Ride Along on an Epic Quest in Teresa Bruce’s Memoir The Drive
Interview by Mark Shaffer
Photographs by Gary Geboy
“We will follow my father’s route into the Peruvian highlands, through the looking glass of the girl I once was. I am ready. I have maps. I am prepared. But it will not matter. Whatever will happen next will do so without any regard for my plan or purpose.” – Teresa Bruce, The Drive
Tragedy is a sneak thief in the night; an unannounced, unexpected intruder who takes the thing most precious to you without reason or explanation and vanishes amid the wailing. Or so it seems.
But tragedy never leaves of its own accord. There comes a time when you either set it a permanent place at the table or drop it at the bus station with a one-way ticket out of your life. In 2003 Teresa Bruce packed hers up in a camper along with her new husband, old dog and a contraband pistol and drove it to Bolivia.
It was the second trip down the Pan American Highway for the author. Thirty years earlier, in the aftermath of her baby brother John John’s death in a freak accident, her father loaded his wife and two small daughters into a behemoth of a homemade camper trailer and fled Oregon for the tip of South America and ultimately, South Africa. I’ve heard bits of this tale for years, usually in the roseate glow of a Pigeon Point sunset sipping tequila. But the scope and magnitude of those journeys somehow evaded me until they all came together in her new memoir, The Drive: Searching for Lost Memories on the Pan American Highway.

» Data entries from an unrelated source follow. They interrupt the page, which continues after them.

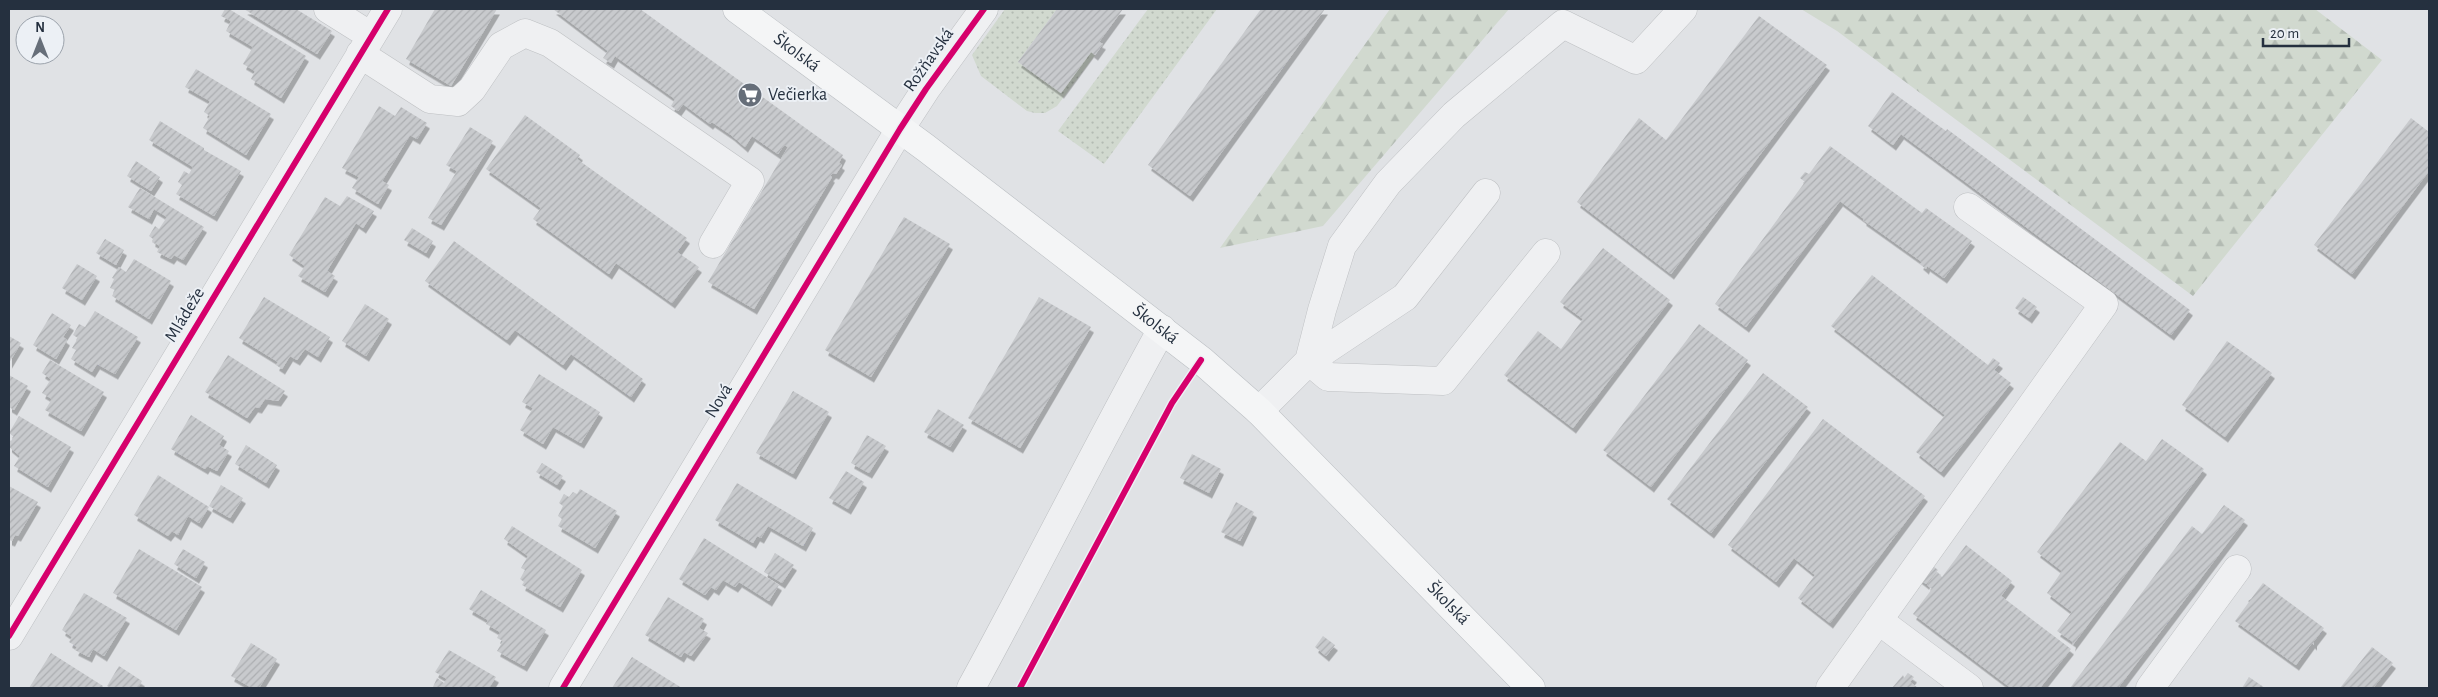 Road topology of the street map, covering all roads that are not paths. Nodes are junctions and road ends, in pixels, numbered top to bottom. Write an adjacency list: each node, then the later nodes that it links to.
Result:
1 (328, 9): 6 (street)
2 (388, 9): 6 (street, Mládeže)
3 (737, 9): 7 (main road, Školská)
4 (984, 9): 7 (street, Rožňavská)
5 (1684, 9): 13 (street)
6 (366, 45): 10 (street); 17 (street, Mládeže)
7 (900, 129): 12 (main road, Školská); 18 (street, Nová)
8 (1486, 193): 13 (street)
9 (1968, 207): 16 (street)
10 (713, 244)
11 (1546, 253): 13 (street)
12 (1162, 329): 14 (main road, Školská); 19 (street)
13 (1309, 362): 14 (street)
14 (1259, 411): 20 (main road, Školská)
15 (2237, 569): 23 (street)
16 (1878, 620): 21 (street); 22 (street)
17 (9, 636)
18 (564, 688)
19 (971, 688)
20 (1531, 688)
21 (1830, 688)
22 (1969, 688)
23 (2150, 688) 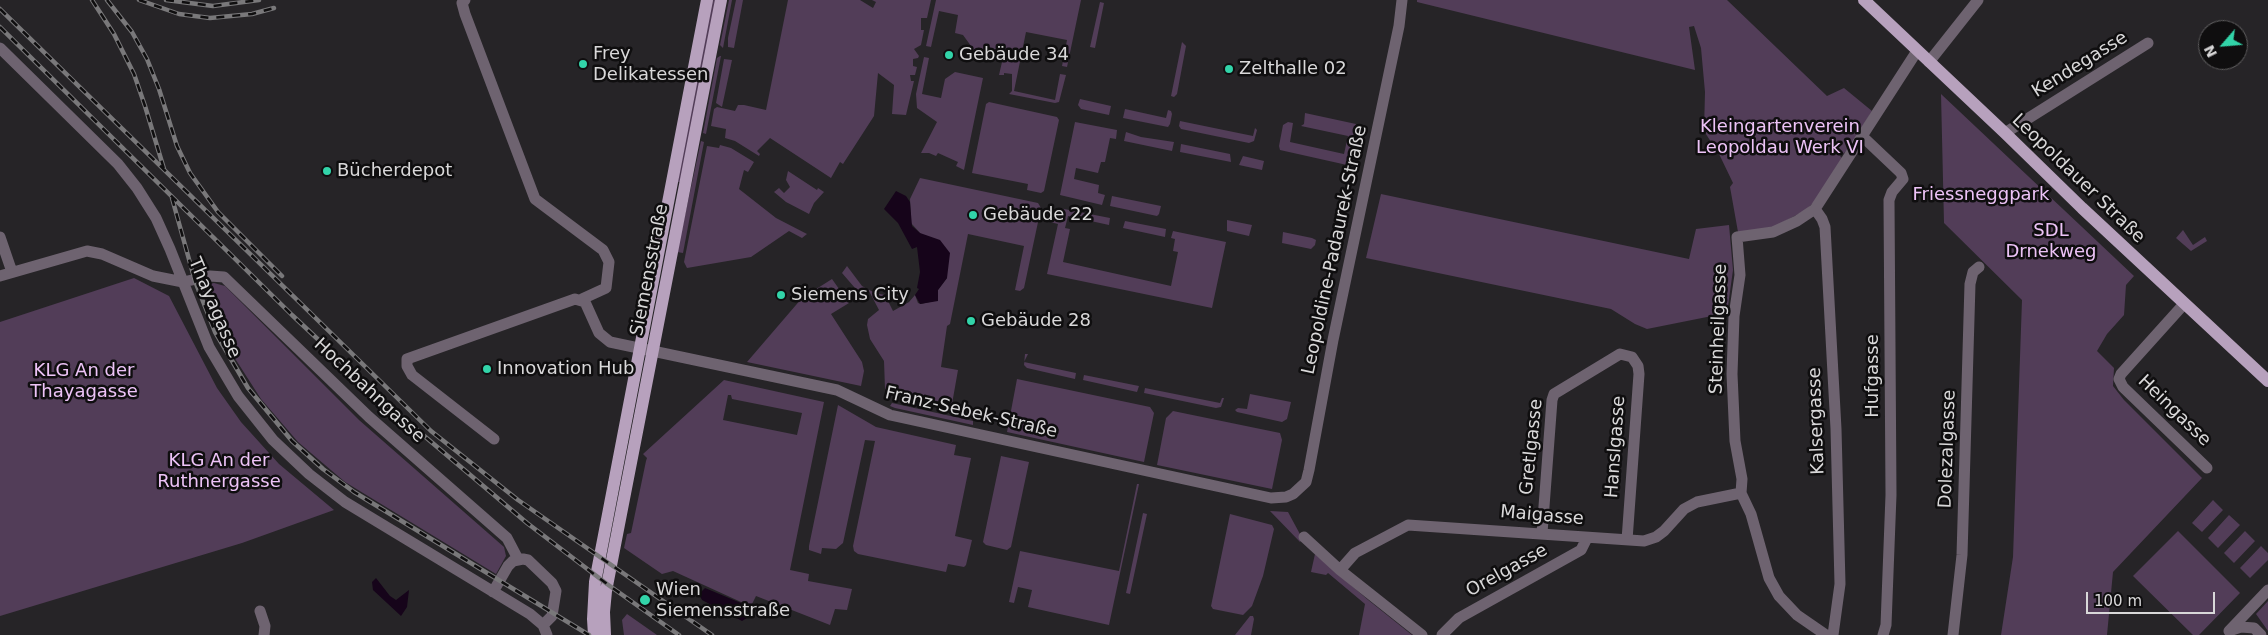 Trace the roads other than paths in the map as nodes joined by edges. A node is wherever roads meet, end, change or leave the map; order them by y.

In 2003 Gary Geboy and Teresa Bruce were newlyweds living successful jet-set lives in Washington, DC. He was a cinematographer and she was a Vice President at a global public relations firm. They often worked and traveled together and owned a house on Capitol Hill. And they chucked it all for a Ford F-350 topped with a retrofitted vintage camper and a mission to find the remnants of her childhood, still locked in her father’s cobbled-together camper somewhere in the wilds of Bolivia.
***
Teresa Bruce: This sounds weird, but it wasn’t even my idea. It was Gary’s when I introduced him to my parents and he heard about the first trip. That childhood trip for us was the story of our family. I call it the slide show version of our history because it accompanied these slide shows that my dad took. When you’ve lived with that and grown up with it, it’s the version of the truth of your family that you know. And when you introduce someone new into the family - like your brand-new husband - he’s thinking, Oh my God, this is the strangest, craziest story I’ve ever witnessed. And when he realized how much had been left out of my life by not having my brother there, I think that’s when he said, “We should see if we could do this.”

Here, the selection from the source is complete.